Even though I first read that joke over twenty years ago in an American journal, I think the sentiment is unfortunately still true today. Last September I was fortunate enough to have a post published on this site explaining how the upcoming reforms to the Double Jeopardy law in Victoria had so many ‘safeguards to protect the fundamental principle’ that their effectiveness was virtually zero. Alas that bill without modifications is now law in Victoria and about to be in WA. As much as that ship has sailed I have become interested in how some politicians can be so full of consensus in their law making, that what results is of so little consequence.
The basic tenet of double jeopardy is that once a jury has acquitted the accused in a fair trial then that’s the end to it; finality. Victorian A.G. Robert Clark displayed agreement in a press release stating “The rule of double jeopardy is an important principle to protect innocent citizens from repeated prosecutions… and … provide[s] certainty and finality in the courts.” Fair enough. But then came the “but”. However if it was a serious crime and the accused is highly likely to be guilty, then that’s different.
But how exactly, can that be different?
If a repeat trial can only be on the authority of some appellate court or committal evidential hearing then only the highly likely would be re-committed anyway. What judge wants to be responsible for a second wasted trial?
(Ironically, the new law in some situations prevents retrials even when the aforesaid principle was not involved. For those acquitted because the trial was not fair-as when, for instance, witness tampering has been discovered- no retrial is allowed if the crime would accrue a less than 15 year sentence.)
How can you believe in a principle and yet tolerate exceptions that (at least in theory) totally violate that principle? Apart from those charged with petty crimes, anyone acquitted could fear re-prosecution or miss the certainty and finality of that court decision?

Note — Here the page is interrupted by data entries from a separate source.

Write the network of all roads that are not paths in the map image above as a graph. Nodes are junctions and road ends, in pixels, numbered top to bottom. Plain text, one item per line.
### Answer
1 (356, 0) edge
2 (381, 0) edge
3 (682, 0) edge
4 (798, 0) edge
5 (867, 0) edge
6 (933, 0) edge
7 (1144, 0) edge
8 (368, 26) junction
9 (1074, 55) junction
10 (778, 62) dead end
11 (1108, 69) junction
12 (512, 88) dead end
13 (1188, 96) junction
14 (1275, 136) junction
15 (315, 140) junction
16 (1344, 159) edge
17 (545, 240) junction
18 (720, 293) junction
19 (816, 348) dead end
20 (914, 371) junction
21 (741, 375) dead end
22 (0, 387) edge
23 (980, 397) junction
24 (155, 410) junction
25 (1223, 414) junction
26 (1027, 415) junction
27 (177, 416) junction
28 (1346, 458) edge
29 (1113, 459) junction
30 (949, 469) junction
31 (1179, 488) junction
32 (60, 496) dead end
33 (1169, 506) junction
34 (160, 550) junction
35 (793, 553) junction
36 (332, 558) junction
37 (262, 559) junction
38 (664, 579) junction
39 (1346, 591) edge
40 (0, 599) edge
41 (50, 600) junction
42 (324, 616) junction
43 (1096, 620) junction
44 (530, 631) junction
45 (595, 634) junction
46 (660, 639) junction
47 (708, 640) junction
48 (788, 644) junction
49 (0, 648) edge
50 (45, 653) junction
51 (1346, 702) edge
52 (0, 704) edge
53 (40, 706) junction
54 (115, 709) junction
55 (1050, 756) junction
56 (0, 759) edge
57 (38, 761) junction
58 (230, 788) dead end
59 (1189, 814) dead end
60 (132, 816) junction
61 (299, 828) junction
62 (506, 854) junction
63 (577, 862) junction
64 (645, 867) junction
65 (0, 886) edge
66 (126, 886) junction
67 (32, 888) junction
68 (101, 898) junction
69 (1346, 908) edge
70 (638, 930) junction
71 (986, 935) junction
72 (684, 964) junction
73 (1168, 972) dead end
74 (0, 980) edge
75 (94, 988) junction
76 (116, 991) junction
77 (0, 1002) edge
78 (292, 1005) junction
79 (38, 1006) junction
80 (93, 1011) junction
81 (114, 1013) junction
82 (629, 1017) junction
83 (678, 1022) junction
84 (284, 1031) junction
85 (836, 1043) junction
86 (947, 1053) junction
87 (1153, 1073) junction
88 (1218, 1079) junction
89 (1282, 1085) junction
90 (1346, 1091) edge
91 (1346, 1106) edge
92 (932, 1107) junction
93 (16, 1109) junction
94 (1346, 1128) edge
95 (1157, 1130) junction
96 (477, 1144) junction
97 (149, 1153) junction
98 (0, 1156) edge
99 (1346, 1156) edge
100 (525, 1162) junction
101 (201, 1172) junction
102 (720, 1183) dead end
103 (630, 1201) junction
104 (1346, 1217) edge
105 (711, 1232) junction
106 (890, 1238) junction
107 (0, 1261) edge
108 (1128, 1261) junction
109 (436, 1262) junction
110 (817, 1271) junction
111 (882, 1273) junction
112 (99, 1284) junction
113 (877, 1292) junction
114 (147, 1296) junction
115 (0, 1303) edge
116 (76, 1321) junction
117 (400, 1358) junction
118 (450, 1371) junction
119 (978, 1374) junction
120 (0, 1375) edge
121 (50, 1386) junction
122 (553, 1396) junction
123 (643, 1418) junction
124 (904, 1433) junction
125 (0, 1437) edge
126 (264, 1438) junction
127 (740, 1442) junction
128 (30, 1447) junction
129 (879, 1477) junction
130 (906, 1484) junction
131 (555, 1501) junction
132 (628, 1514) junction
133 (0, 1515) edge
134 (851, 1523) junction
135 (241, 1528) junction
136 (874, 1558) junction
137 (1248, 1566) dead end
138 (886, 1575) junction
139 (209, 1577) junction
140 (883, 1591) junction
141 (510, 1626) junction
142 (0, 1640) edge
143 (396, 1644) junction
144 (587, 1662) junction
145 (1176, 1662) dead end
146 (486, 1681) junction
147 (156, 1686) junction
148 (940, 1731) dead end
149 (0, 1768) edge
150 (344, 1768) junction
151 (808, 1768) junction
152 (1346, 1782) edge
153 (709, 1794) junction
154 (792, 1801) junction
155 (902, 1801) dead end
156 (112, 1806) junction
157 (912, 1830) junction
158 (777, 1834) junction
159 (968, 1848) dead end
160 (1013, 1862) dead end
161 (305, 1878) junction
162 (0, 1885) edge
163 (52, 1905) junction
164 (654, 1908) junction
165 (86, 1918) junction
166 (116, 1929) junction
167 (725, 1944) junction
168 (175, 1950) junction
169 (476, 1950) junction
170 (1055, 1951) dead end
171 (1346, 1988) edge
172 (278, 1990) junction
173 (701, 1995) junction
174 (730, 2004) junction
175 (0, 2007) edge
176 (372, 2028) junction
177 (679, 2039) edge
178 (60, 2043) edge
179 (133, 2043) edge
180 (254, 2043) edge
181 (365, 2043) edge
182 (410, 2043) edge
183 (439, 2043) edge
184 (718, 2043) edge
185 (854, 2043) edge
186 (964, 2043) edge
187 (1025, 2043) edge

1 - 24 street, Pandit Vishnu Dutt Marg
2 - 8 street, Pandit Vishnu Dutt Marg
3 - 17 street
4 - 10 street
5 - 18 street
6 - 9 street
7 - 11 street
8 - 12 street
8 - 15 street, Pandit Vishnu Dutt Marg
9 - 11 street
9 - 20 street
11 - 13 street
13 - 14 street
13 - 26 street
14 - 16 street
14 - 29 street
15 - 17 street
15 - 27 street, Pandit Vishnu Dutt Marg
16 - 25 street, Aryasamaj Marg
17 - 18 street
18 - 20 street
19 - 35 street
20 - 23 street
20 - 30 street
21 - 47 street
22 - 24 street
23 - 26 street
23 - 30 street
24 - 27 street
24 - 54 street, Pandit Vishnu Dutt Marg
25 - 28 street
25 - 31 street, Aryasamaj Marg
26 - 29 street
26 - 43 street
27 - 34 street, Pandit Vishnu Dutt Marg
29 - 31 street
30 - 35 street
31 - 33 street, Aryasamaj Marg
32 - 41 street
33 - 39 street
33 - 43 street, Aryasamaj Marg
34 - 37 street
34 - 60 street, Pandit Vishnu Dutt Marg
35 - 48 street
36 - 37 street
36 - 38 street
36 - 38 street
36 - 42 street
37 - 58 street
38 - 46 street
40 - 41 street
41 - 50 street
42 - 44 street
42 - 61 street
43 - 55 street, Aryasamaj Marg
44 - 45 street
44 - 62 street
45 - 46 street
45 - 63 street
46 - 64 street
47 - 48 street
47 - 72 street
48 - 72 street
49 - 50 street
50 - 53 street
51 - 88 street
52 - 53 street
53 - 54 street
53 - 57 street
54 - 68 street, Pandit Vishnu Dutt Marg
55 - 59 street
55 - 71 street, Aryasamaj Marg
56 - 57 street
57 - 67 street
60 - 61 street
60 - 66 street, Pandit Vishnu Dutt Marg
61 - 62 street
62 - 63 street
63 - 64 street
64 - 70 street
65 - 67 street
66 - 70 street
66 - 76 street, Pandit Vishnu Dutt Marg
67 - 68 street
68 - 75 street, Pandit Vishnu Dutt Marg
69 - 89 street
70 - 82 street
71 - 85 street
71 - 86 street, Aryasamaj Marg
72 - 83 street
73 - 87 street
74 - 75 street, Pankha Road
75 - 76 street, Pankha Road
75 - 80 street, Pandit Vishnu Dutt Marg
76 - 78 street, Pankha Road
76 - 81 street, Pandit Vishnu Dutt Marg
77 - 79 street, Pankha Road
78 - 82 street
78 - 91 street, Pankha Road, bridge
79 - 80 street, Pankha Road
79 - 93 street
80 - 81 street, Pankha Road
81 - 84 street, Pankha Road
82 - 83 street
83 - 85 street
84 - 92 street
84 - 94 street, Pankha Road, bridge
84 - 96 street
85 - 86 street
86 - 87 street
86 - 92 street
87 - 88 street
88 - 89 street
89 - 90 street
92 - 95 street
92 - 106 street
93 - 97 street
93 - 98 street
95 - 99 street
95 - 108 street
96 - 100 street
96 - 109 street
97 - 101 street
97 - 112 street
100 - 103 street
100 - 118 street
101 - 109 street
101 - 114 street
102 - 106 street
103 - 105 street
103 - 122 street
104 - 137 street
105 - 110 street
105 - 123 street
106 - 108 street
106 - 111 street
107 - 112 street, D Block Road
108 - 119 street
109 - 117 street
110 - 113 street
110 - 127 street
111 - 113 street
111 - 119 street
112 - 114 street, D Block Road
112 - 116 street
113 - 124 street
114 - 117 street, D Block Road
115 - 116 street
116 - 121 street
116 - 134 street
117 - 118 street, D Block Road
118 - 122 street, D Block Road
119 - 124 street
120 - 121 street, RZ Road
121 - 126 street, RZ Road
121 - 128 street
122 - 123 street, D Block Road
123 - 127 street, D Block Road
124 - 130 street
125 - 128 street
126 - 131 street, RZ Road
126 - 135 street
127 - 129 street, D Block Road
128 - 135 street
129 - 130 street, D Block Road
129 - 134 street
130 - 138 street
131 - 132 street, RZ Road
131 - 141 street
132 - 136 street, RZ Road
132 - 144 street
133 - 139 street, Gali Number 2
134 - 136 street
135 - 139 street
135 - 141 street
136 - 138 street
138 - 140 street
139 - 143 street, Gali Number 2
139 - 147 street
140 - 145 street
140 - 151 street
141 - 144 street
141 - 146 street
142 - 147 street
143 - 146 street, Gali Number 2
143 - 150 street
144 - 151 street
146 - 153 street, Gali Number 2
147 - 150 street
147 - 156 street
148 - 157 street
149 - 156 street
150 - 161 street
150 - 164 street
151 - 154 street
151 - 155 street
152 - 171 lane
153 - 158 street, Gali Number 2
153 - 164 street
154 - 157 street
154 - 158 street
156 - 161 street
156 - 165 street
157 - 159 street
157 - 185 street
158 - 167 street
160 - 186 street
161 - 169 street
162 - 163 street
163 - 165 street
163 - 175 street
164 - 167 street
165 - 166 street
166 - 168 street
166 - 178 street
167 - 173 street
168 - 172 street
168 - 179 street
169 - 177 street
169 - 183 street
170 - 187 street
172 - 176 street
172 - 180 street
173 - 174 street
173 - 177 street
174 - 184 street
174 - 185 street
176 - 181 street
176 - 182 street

What comes next? Is the Attorney-General going to embrace the concept of a woman’s right to choose while at the same time criminalising abortion; or proclaim the fundamental human right to free speech while at the same time supporting the Finkelstein report on the establishment of a new, government funded, super regulator.
I first became aware of this conviction-free, consensus type of conservative politician when Alexander Downer became Liberal Party leader back in 2004. His introductory speech declared that his party was not one of ideology but of pragmatism. It was the first time I had heard any politician openly declare an attribute that I had previously used in a political context strictly as a pejorative. On succeeding Mr Downer, John Howard appeared to be even more proud of the term and attempted to entrench this “principle” in our constitution’s preamble: “…and protect all Australians …in dignity… which may never be infringed by prejudice or fashion or ideology…”
I do not hold all members of the coalition in this category of compromise and equivocation. There have been, and exist now, voters’ representatives who have given some thought as to from where the Liberal Party got its name. The philosophical children of Thatcher, Reagan, J.S. Mill et al I’m sure pepper all our houses of parliaments, as few as these siblings may be.
One wonders who the heroes of the consensus pragmatists are. Perhaps British Conservative Party grandee Francis Pym who authored the book “The Politics of Consent”. Pym, who, as reported by the UK Guardian, “never thought it was the place of a woman to argue with a man”, voted against Margaret Thatcher when she ran for Tory leadership. Nevertheless she appointed him Foreign Secretary at the time of the Falklands War whereupon he advised a plan granting a degree of sovereignty of the islands to Argentina.
His final ‘act of consensus’, which earned him an unceremonial demotion to the back benches, was when he publicly made the incredible statement, prior to the 1983 election, that the Tories did not want too big a win. “Landslides don't on the whole produce successful governments.”
What can be said of those politicians who don’t carry the “conviction” prefix? That he who stands for nothing has a greater propensity to fall for anything. Perhaps the last word can be given to the Iron Lady herself. As quoted by Sir Anthony Parsons, erstwhile British Ambassador and archetypical patrician grandee of the British ruling class, who told what she said to him in a private discussion when talking about upper middle class intellectuals, and making no effort to exclude him from the classification: “They see everyone else’s point of view and have none of their own.”
Philip Lillingston is policy adviser to the Crime Victims Support Association and maintains their web site on reform, DoubleJeopardyReform.Org. He is a member of the Liberal Democratic Party.